Saved entries:
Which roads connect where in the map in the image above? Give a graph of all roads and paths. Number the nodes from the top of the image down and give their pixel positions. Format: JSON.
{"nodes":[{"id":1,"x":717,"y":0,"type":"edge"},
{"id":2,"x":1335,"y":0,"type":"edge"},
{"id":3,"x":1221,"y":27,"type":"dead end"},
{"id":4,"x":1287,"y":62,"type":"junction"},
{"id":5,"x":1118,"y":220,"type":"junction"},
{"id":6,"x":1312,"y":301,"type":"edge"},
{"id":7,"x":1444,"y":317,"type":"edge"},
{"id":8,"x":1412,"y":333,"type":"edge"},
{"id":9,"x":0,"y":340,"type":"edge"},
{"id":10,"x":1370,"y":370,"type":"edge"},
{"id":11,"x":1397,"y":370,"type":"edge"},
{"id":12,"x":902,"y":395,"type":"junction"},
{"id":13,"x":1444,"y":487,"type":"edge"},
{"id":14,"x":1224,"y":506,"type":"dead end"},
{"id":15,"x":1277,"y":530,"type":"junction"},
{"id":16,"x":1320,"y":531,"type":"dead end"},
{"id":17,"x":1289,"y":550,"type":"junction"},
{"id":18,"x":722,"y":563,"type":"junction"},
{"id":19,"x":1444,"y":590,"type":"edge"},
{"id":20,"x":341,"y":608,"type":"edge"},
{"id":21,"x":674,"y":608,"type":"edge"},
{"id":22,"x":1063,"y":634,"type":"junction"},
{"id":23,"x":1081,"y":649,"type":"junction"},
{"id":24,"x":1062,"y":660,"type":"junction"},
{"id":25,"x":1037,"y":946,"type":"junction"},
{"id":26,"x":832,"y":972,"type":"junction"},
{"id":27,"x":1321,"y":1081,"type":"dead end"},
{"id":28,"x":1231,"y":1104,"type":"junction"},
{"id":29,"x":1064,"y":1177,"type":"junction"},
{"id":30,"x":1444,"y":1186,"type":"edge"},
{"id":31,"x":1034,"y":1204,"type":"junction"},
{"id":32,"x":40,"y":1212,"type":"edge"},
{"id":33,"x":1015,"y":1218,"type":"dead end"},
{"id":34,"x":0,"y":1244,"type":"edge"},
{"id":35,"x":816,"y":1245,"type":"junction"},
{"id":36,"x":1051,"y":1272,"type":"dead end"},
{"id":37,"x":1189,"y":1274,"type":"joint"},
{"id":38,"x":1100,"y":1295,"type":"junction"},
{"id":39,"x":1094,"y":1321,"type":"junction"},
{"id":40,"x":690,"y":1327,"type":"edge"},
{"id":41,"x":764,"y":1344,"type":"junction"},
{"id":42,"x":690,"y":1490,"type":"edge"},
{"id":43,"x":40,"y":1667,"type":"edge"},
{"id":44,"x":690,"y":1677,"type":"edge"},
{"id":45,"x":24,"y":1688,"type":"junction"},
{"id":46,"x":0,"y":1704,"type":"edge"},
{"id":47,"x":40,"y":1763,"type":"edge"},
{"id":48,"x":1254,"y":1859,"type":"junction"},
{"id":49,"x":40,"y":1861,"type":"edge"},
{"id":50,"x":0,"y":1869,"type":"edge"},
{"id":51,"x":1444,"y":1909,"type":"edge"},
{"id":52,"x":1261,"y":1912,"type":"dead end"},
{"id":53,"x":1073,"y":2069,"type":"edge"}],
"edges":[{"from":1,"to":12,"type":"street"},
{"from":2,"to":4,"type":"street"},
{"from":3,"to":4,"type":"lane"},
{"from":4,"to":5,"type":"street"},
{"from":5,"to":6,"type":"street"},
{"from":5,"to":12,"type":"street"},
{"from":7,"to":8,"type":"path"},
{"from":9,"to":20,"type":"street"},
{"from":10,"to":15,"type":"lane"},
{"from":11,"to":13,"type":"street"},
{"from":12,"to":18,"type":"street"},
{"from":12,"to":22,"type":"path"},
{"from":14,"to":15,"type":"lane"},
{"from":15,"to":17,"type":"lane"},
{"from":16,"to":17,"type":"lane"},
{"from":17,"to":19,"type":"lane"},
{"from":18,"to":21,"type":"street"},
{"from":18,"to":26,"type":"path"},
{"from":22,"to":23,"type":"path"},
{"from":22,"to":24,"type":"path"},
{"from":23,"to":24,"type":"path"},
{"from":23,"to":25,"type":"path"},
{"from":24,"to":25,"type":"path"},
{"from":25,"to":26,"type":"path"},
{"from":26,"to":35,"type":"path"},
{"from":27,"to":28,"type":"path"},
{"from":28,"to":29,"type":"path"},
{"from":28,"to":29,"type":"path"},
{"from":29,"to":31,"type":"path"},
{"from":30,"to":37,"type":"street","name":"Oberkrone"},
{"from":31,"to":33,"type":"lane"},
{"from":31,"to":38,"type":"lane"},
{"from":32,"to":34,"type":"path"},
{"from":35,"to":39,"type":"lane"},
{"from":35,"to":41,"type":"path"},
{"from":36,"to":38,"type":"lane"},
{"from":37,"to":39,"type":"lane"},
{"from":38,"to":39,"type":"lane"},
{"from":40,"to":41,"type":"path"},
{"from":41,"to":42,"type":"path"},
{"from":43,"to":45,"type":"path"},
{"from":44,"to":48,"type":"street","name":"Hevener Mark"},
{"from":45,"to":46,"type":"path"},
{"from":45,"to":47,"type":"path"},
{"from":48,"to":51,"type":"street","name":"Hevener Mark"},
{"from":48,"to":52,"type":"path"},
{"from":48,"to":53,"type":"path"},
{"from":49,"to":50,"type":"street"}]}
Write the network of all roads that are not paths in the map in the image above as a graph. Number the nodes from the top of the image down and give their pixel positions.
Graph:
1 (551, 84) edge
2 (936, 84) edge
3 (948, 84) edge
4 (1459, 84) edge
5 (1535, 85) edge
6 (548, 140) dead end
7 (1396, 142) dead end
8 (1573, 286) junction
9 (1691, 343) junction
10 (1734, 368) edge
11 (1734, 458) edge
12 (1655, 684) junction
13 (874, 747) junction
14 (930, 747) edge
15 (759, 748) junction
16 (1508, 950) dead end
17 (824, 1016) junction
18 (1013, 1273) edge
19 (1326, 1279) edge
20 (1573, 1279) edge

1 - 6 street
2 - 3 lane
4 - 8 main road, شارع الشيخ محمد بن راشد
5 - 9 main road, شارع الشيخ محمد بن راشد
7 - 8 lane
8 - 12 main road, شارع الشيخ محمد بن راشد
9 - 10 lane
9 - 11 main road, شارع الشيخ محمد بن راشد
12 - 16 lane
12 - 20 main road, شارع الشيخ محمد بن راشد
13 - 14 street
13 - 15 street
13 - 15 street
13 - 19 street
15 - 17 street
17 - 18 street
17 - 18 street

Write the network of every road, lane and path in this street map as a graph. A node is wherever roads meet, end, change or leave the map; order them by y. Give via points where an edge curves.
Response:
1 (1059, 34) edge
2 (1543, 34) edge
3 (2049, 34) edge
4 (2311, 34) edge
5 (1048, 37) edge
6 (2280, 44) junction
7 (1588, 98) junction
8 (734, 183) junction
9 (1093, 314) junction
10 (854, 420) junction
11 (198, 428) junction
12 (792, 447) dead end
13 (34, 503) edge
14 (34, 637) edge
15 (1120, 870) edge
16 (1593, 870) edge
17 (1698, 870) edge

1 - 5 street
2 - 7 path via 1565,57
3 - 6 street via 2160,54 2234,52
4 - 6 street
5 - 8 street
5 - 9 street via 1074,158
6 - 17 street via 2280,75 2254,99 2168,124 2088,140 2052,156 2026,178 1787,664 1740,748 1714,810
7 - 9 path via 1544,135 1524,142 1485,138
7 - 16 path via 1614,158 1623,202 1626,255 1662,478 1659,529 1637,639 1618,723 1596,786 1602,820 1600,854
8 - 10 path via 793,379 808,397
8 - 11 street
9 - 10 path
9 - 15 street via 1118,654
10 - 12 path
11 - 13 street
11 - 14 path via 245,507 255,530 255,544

## WORK TO COMPLETE
Copy out the lines above that hold the string "الشيخ".

## COMPLETED TASK
4 - 8 main road, شارع الشيخ محمد بن راشد
5 - 9 main road, شارع الشيخ محمد بن راشد
8 - 12 main road, شارع الشيخ محمد بن راشد
9 - 11 main road, شارع الشيخ محمد بن راشد
12 - 20 main road, شارع الشيخ محمد بن راشد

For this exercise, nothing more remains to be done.